A seleção argentina inicia uma nova era no futebol mundial. O anúncio da aposentadoria de Lionel Messi da Albiceleste encerrou uma trajetória de mais de duas décadas marcada por títulos, recordes e uma relação que passou da desconfiança à idolatria. Agora, o país volta a enfrentar uma sensação conhecida: como seguir em frente depois da despedida de um jogador que se tornou símbolo nacional?

A situação inevitavelmente remete ao período posterior à aposentadoria de Diego Maradona. Assim como aconteceu com o antigo camisa 10, a Argentina terá de lidar não apenas com a ausência de um craque dentro de campo, mas também com o peso simbólico deixado por uma das maiores figuras da história do futebol. Messi encerra sua passagem pela seleção como maior artilheiro da história da equipe, com 125 gols, além de quatro grandes títulos: a Copa do Mundo de 2022, duas Copas Américas e a Finalíssima.

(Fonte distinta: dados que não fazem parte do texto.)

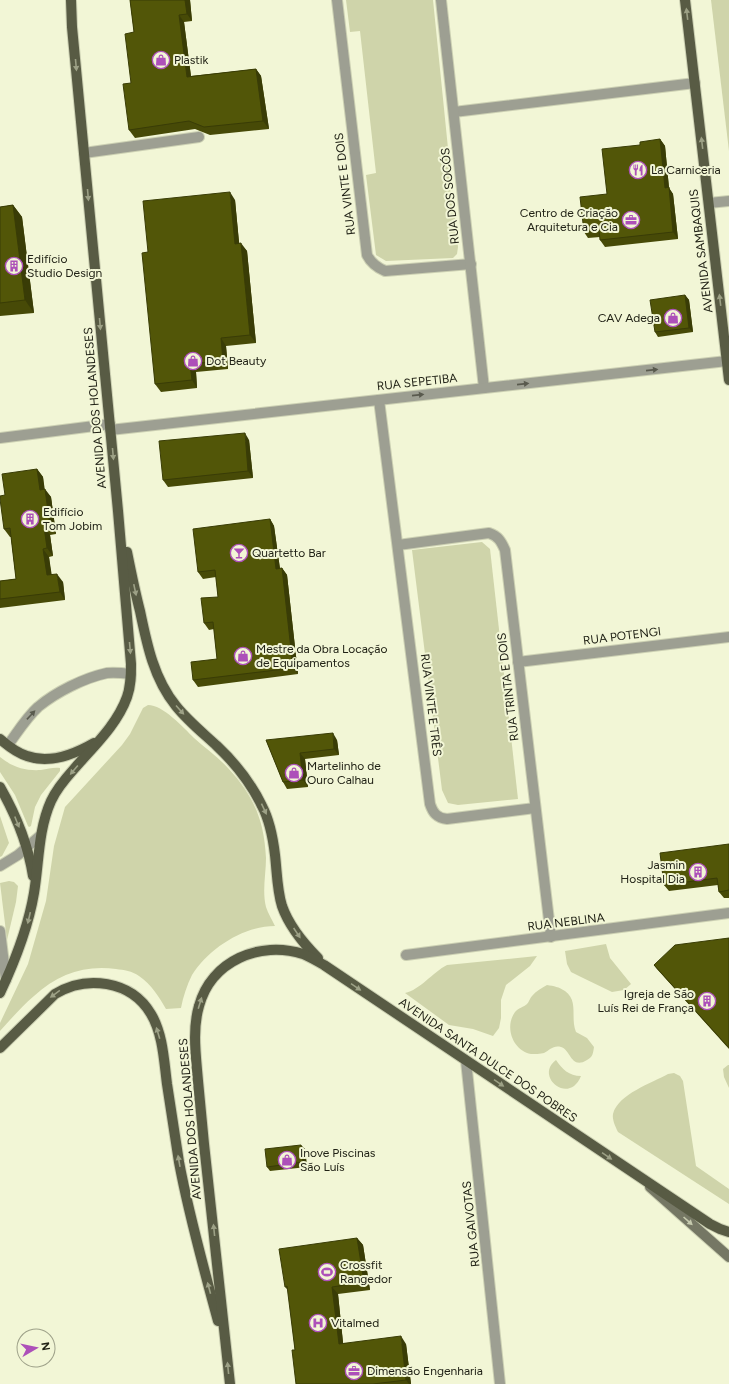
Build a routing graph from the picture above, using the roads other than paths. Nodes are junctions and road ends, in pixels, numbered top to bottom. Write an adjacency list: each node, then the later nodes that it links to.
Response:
1 (70, 0): 8 (main road, AVENIDA DOS HOLANDESES, one-way to 8)
2 (337, 0): 11 (street, RUA VINTE E DOIS)
3 (442, 0): 6 (street, RUA DOS SOCÓS)
4 (685, 0): 5 (main road, AVENIDA SAMBAQUIS, one-way to 4)
5 (695, 82): 6 (street); 10 (main road, AVENIDA SAMBAQUIS, one-way to 5)
6 (454, 112): 11 (street, RUA DOS SOCÓS)
7 (199, 137): 8 (street)
8 (84, 153): 16 (main road, AVENIDA DOS HOLANDESES, one-way to 16)
9 (729, 201): 10 (street)
10 (708, 203): 12 (main road, AVENIDA SAMBAQUIS, one-way to 10)
11 (471, 264): 14 (street, RUA DOS SOCÓS)
12 (727, 361): 13 (main road, AVENIDA SAMBAQUIS); 14 (street, RUA SEPETIBA, one-way to 12)
13 (729, 380)
14 (484, 388): 15 (street, RUA SEPETIBA, one-way to 14)
15 (379, 400): 16 (street, RUA SEPETIBA); 19 (street, RUA VINTE E TRÊS)
16 (110, 427): 17 (street, RUA SEPETIBA); 18 (main road, AVENIDA DOS HOLANDESES, one-way to 18)
17 (0, 438)
18 (118, 511): 22 (main road, AVENIDA DOS HOLANDESES, one-way to 22); 35 (main road, one-way to 35)
19 (398, 545): 21 (street, RUA TRINTA E DOIS); 26 (street, RUA VINTE E TRÊS)
20 (729, 636): 21 (street, RUA POTENGI)
21 (518, 662): 26 (street, RUA TRINTA E DOIS)
22 (131, 674): 23 (main road, AVENIDA DOS HOLANDESES); 24 (street, one-way to 22)
23 (99, 740): 24 (main road); 27 (main road, AVENIDA DOS HOLANDESES, one-way to 27)
24 (4, 742)
25 (0, 787): 28 (main road, one-way to 28)
26 (535, 808): 33 (street, RUA TRINTA E DOIS)
27 (41, 835): 28 (street); 30 (main road, AVENIDA DOS HOLANDESES)
28 (27, 848): 29 (street); 30 (main road)
29 (0, 866)
30 (34, 894): 36 (main road, AVENIDA DOS HOLANDESES, one-way to 36)
31 (729, 913): 33 (street, RUA NEBLINA)
32 (0, 931): 36 (street)
33 (551, 937): 34 (street, RUA NEBLINA)
34 (406, 955)
35 (324, 965): 39 (main road, AVENIDA SANTA DULCE DOS POBRES, one-way to 39); 43 (main road, AVENIDA DOS HOLANDESES, one-way to 35)
36 (6, 980): 37 (main road, AVENIDA DOS HOLANDESES)
37 (0, 993)
38 (0, 1048): 43 (main road, one-way to 38)
39 (466, 1061): 40 (main road, AVENIDA SANTA DULCE DOS POBRES, one-way to 40); 45 (street, RUA GAIVOTAS)
40 (638, 1177): 41 (main road, AVENIDA SANTA DULCE DOS POBRES); 42 (main road, AVENIDA SANTA DULCE DOS POBRES, one-way to 42)
41 (729, 1232)
42 (729, 1257)
43 (227, 1352): 44 (main road, AVENIDA DOS HOLANDESES, one-way to 43)
44 (230, 1384)
45 (500, 1384)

Um vazio difícil de preencher
A saída de Messi acontece após uma era extremamente vitoriosa. O atacante foi peça central na reconstrução da seleção comandada por Lionel Scaloni e ajudou a Argentina a conquistar títulos que encerraram um longo período de frustrações. A Copa América de 2021, a Finalíssima de 2022, o Mundial do Catar e a Copa América de 2024 transformaram definitivamente a relação do craque com os torcedores argentinos.
Agora, nomes como Julián Álvarez, Lautaro Martínez, Cristian Romero e Emiliano Martínez aparecem entre os jogadores que poderão assumir maior protagonismo. A grande questão, porém, é se algum deles será capaz de ocupar o espaço esportivo e simbólico deixado pelo camisa 10. A Argentina também terá de administrar as dúvidas envolvendo a continuidade de Scaloni no comando da equipe.
De criticado a ídolo nacional
A história de Messi com a seleção argentina também foi marcada por momentos difíceis. Antes de conquistar os principais títulos, o atacante conviveu durante anos com comparações constantes com Maradona e críticas por não conseguir repetir pela seleção o mesmo sucesso que alcançava no Barcelona.
Em 2016, após mais uma derrota em uma final, Messi chegou a anunciar sua aposentadoria da Argentina. O retorno, entretanto, mudou completamente o rumo da história. A conquista da Copa América em 2021 e, principalmente, o título mundial em 2022 fizeram com que o jogador passasse a ocupar definitivamente um lugar entre os maiores ídolos da história do futebol argentino.
A despedida definitiva acontece aos 39 anos, depois de uma carreira internacional de 207 partidas e 125 gols. Messi também disputou seis Copas do Mundo e terminou sua trajetória pela Argentina após a derrota para a Espanha na final do Mundial de 2026.
O próximo capítulo
A Argentina agora terá de construir uma seleção sem o jogador que durante anos foi a principal referência técnica, emocional e tática da equipe. A missão será encontrar novos líderes sem tentar simplesmente reproduzir o futebol de Messi.
A despedida já mobiliza o país. A Associação de Futebol da Argentina determinou que as partidas realizadas no território nacional tenham um minuto de aplausos no 10º minuto, em homenagem ao histórico número utilizado pelo craque.
Assim como aconteceu após a era Maradona, a Argentina precisará descobrir como transformar a ausência de seu maior ídolo em combustível para um novo ciclo. A diferença é que, desta vez, Messi deixa o palco com a missão que durante anos pareceu impossível: recolocar a seleção no topo do futebol mundial.